> WORK REQUIRED
The answer is a stretch of the material below, returned exactly: the line containing "Digitize the connectivity of all", the line containing "Build a routing graph from the map", and all lines between.

> GIVEN RECORDS
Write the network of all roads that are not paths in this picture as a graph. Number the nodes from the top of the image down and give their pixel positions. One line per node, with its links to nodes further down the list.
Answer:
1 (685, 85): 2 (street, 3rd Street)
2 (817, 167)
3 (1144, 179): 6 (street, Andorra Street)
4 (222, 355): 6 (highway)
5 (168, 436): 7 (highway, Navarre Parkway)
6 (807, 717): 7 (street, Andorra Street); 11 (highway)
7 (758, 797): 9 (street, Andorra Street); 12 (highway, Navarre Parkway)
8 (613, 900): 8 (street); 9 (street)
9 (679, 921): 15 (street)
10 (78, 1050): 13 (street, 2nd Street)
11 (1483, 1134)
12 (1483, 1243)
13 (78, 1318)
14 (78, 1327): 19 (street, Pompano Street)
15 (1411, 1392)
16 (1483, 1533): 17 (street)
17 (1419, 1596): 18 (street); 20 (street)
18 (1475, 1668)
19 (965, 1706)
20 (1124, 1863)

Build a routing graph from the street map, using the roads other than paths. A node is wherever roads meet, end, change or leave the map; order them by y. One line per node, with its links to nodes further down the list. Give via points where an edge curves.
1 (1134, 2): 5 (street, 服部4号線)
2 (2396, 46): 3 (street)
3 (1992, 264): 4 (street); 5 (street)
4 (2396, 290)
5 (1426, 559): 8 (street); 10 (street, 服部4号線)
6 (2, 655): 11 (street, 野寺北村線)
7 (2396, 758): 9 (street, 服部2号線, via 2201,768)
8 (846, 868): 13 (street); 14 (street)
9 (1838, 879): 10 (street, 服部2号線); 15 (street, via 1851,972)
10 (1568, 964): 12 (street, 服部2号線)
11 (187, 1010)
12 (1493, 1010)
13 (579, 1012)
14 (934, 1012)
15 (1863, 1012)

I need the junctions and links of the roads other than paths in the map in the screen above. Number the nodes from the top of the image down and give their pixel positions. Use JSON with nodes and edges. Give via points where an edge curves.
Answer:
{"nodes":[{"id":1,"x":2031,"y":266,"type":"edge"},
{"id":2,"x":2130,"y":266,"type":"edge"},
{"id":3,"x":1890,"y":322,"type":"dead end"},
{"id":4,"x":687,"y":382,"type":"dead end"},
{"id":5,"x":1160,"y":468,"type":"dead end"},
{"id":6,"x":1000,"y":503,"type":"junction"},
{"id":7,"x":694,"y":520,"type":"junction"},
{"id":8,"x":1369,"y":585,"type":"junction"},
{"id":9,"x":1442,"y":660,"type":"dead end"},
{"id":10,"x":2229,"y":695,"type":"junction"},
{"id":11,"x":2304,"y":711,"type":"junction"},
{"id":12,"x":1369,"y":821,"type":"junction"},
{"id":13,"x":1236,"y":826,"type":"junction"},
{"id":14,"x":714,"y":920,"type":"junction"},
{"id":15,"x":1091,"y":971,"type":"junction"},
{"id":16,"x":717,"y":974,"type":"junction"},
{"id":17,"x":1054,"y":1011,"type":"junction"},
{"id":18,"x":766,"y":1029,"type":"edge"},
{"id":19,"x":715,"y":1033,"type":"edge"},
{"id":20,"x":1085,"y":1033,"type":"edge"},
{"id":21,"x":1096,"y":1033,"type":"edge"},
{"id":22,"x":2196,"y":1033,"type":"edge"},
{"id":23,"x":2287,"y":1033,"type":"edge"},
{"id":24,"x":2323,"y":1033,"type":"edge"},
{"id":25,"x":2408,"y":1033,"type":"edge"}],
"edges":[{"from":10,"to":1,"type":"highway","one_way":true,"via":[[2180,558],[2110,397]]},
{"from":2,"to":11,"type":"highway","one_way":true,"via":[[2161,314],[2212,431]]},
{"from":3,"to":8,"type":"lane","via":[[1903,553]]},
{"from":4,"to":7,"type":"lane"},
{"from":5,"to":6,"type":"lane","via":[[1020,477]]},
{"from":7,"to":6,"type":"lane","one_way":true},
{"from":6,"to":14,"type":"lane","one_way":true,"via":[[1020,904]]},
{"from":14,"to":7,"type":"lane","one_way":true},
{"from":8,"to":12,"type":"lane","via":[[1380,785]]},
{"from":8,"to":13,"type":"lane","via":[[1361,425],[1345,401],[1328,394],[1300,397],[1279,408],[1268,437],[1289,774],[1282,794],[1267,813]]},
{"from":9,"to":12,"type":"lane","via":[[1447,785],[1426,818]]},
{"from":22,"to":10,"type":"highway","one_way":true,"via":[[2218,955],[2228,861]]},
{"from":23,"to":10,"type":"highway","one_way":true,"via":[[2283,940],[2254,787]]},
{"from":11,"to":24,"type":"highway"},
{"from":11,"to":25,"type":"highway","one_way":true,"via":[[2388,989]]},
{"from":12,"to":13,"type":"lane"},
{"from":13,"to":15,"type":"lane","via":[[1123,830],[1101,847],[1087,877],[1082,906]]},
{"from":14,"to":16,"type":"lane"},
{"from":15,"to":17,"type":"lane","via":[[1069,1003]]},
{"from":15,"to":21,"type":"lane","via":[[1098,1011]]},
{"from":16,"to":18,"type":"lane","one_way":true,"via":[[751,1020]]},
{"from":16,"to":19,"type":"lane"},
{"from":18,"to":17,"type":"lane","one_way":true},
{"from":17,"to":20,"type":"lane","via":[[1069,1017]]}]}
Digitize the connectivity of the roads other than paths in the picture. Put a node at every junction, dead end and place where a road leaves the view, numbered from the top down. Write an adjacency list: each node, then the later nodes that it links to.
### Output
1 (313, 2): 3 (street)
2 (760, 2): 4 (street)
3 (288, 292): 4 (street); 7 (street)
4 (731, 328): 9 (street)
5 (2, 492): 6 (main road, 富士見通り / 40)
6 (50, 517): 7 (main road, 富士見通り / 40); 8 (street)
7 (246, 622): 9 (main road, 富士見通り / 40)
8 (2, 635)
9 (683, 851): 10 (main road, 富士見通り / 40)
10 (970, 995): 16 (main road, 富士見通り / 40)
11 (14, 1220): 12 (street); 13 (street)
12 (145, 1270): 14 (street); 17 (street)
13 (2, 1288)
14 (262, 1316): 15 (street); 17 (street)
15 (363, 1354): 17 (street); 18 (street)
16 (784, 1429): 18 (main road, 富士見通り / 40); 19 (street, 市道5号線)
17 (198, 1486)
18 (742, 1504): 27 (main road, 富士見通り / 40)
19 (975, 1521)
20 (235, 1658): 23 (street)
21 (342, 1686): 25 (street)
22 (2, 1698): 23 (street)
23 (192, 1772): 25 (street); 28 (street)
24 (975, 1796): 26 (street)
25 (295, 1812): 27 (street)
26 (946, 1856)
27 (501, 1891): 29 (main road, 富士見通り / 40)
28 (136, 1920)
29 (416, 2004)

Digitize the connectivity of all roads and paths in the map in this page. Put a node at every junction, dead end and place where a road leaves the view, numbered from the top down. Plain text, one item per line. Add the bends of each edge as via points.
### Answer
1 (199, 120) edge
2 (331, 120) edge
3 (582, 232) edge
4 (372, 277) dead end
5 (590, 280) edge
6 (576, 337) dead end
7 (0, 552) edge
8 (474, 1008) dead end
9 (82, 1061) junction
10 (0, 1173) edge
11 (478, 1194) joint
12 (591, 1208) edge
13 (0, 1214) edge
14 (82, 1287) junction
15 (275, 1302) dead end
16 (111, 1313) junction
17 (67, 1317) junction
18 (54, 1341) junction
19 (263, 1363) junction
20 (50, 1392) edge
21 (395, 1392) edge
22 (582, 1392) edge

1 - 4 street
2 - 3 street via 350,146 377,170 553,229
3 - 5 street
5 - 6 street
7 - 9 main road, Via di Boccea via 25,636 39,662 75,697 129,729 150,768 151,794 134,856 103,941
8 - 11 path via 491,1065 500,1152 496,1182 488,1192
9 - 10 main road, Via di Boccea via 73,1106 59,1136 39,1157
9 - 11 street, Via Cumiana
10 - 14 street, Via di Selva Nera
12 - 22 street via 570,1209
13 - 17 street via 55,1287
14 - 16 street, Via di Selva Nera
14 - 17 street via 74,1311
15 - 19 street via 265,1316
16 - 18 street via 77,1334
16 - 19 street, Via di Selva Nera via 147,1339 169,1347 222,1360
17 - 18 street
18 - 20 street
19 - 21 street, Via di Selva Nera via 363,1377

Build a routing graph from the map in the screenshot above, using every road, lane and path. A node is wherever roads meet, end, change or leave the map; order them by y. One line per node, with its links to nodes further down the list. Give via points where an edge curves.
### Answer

> YOUR SOLUTION
Digitize the connectivity of all roads and paths in the map in this page. Put a node at every junction, dead end and place where a road leaves the view, numbered from the top down. Plain text, one item per line. Add the bends of each edge as via points.
### Answer
1 (199, 120) edge
2 (331, 120) edge
3 (582, 232) edge
4 (372, 277) dead end
5 (590, 280) edge
6 (576, 337) dead end
7 (0, 552) edge
8 (474, 1008) dead end
9 (82, 1061) junction
10 (0, 1173) edge
11 (478, 1194) joint
12 (591, 1208) edge
13 (0, 1214) edge
14 (82, 1287) junction
15 (275, 1302) dead end
16 (111, 1313) junction
17 (67, 1317) junction
18 (54, 1341) junction
19 (263, 1363) junction
20 (50, 1392) edge
21 (395, 1392) edge
22 (582, 1392) edge

1 - 4 street
2 - 3 street via 350,146 377,170 553,229
3 - 5 street
5 - 6 street
7 - 9 main road, Via di Boccea via 25,636 39,662 75,697 129,729 150,768 151,794 134,856 103,941
8 - 11 path via 491,1065 500,1152 496,1182 488,1192
9 - 10 main road, Via di Boccea via 73,1106 59,1136 39,1157
9 - 11 street, Via Cumiana
10 - 14 street, Via di Selva Nera
12 - 22 street via 570,1209
13 - 17 street via 55,1287
14 - 16 street, Via di Selva Nera
14 - 17 street via 74,1311
15 - 19 street via 265,1316
16 - 18 street via 77,1334
16 - 19 street, Via di Selva Nera via 147,1339 169,1347 222,1360
17 - 18 street
18 - 20 street
19 - 21 street, Via di Selva Nera via 363,1377

Build a routing graph from the map in the screenshot above, using every road, lane and path. A node is wherever roads meet, end, change or leave the map; order them by y. One line per node, with its links to nodes further down the list. Give via points where an edge curves.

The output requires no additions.